▶ [About this exercise]:
Write out all records as given; omit images.

(Dataset excerpts)
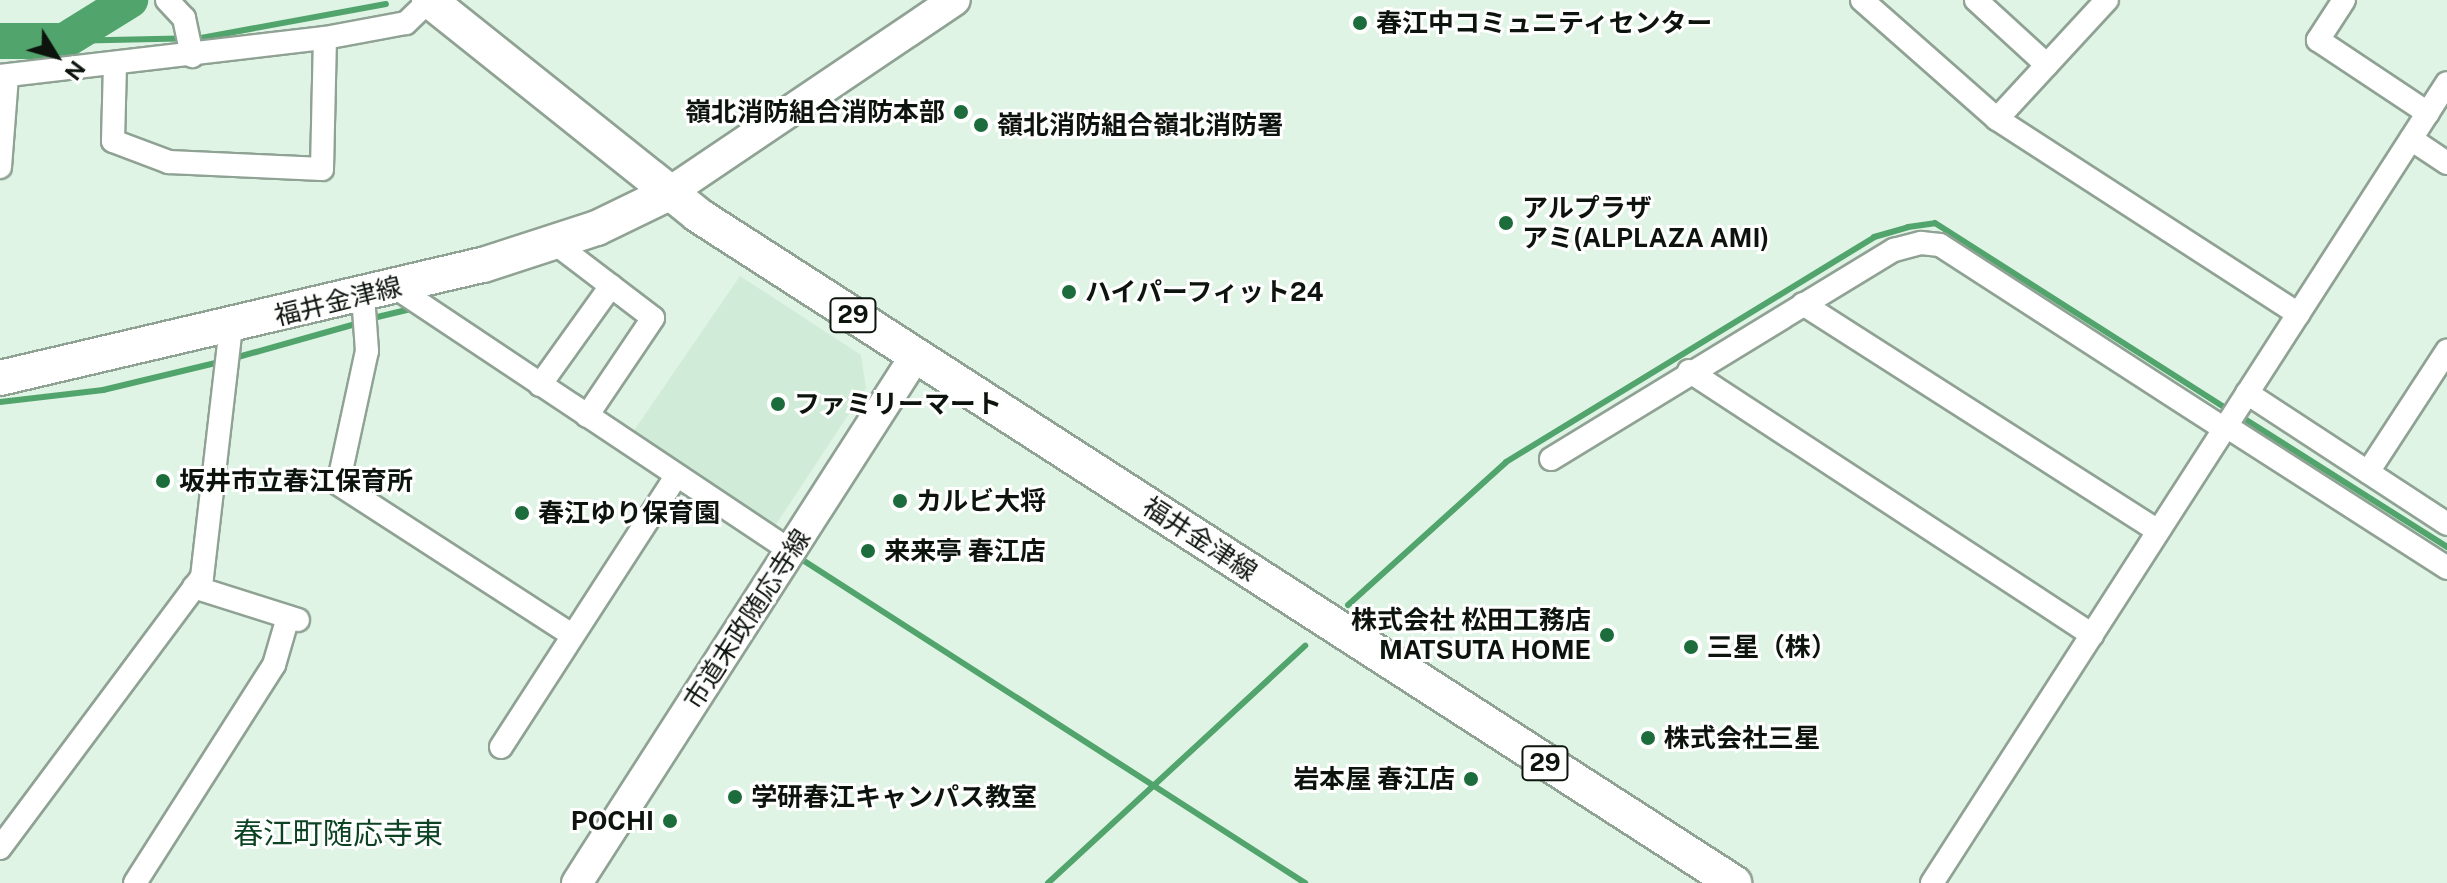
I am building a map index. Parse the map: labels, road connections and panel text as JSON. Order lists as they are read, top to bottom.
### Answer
{
  "streets": {
    "main road": ["福井金津線", "29"],
    "street": ["市道末政随応寺線"]
  },
  "crossings": [
    ["福井金津線", "市道末政随応寺線"]
  ],
  "districts": ["春江町随応寺東"],
  "places": [
    "春江中コミュニティセンター",
    "嶺北消防組合消防本部",
    "嶺北消防組合嶺北消防署",
    "アルプラザ アミ(ALPLAZA AMI)",
    "ハイパーフィット24",
    "ファミリーマート",
    "坂井市立春江保育所",
    "カルビ大将",
    "春江ゆり保育園",
    "来来亭 春江店",
    "株式会社 松田工務店 MATSUTA HOME",
    "三星（株）",
    "株式会社三星",
    "岩本屋 春江店",
    "学研春江キャンパス教室",
    "POCHI"
  ],
  "north": "bottom right"
}
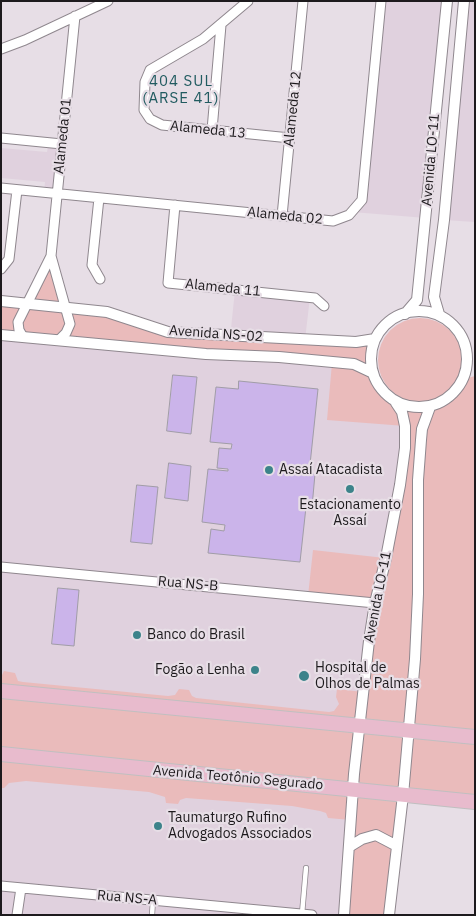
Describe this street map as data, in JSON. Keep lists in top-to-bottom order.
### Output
{
  "streets": {
    "main road": ["Avenida Teotônio Segurado"],
    "street": [
      "Alameda 12",
      "Alameda 13",
      "Alameda 01",
      "Avenida LO-11",
      "Alameda 02",
      "Alameda 11",
      "Avenida NS-02",
      "Rua NS-B",
      "Rua NS-A"
    ]
  },
  "crossings": [
    ["Alameda 12", "Alameda 13"],
    ["Alameda 12", "Alameda 02"],
    ["Alameda 01", "Alameda 02"],
    ["Alameda 01", "Avenida NS-02"],
    ["Avenida LO-11", "Avenida NS-02"],
    ["Avenida LO-11", "Rua NS-B"],
    ["Avenida LO-11", "Avenida Teotônio Segurado"],
    ["Alameda 02", "Alameda 11"]
  ],
  "districts": ["404 SUL (ARSE 41)"],
  "places": [
    "Assaí Atacadista",
    "Estacionamento Assaí",
    "Banco do Brasil",
    "Fogão a Lenha",
    "Hospital de Olhos de Palmas",
    "Taumaturgo Rufino Advogados Associados"
  ]
}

▶ [Response area]:
I am building a map index. Parse the map: labels, road connections and panel text as JSON. Order lists as they are read, top to bottom.
### Answer
{
  "streets": {
    "main road": ["福井金津線", "29"],
    "street": ["市道末政随応寺線"]
  },
  "crossings": [
    ["福井金津線", "市道末政随応寺線"]
  ],
  "districts": ["春江町随応寺東"],
  "places": [
    "春江中コミュニティセンター",
    "嶺北消防組合消防本部",
    "嶺北消防組合嶺北消防署",
    "アルプラザ アミ(ALPLAZA AMI)",
    "ハイパーフィット24",
    "ファミリーマート",
    "坂井市立春江保育所",
    "カルビ大将",
    "春江ゆり保育園",
    "来来亭 春江店",
    "株式会社 松田工務店 MATSUTA HOME",
    "三星（株）",
    "株式会社三星",
    "岩本屋 春江店",
    "学研春江キャンパス教室",
    "POCHI"
  ],
  "north": "bottom right"
}
Describe this street map as data, in JSON. Keep lists in top-to-bottom order.
### Output
{
  "streets": {
    "main road": ["Avenida Teotônio Segurado"],
    "street": [
      "Alameda 12",
      "Alameda 13",
      "Alameda 01",
      "Avenida LO-11",
      "Alameda 02",
      "Alameda 11",
      "Avenida NS-02",
      "Rua NS-B",
      "Rua NS-A"
    ]
  },
  "crossings": [
    ["Alameda 12", "Alameda 13"],
    ["Alameda 12", "Alameda 02"],
    ["Alameda 01", "Alameda 02"],
    ["Alameda 01", "Avenida NS-02"],
    ["Avenida LO-11", "Avenida NS-02"],
    ["Avenida LO-11", "Rua NS-B"],
    ["Avenida LO-11", "Avenida Teotônio Segurado"],
    ["Alameda 02", "Alameda 11"]
  ],
  "districts": ["404 SUL (ARSE 41)"],
  "places": [
    "Assaí Atacadista",
    "Estacionamento Assaí",
    "Banco do Brasil",
    "Fogão a Lenha",
    "Hospital de Olhos de Palmas",
    "Taumaturgo Rufino Advogados Associados"
  ]
}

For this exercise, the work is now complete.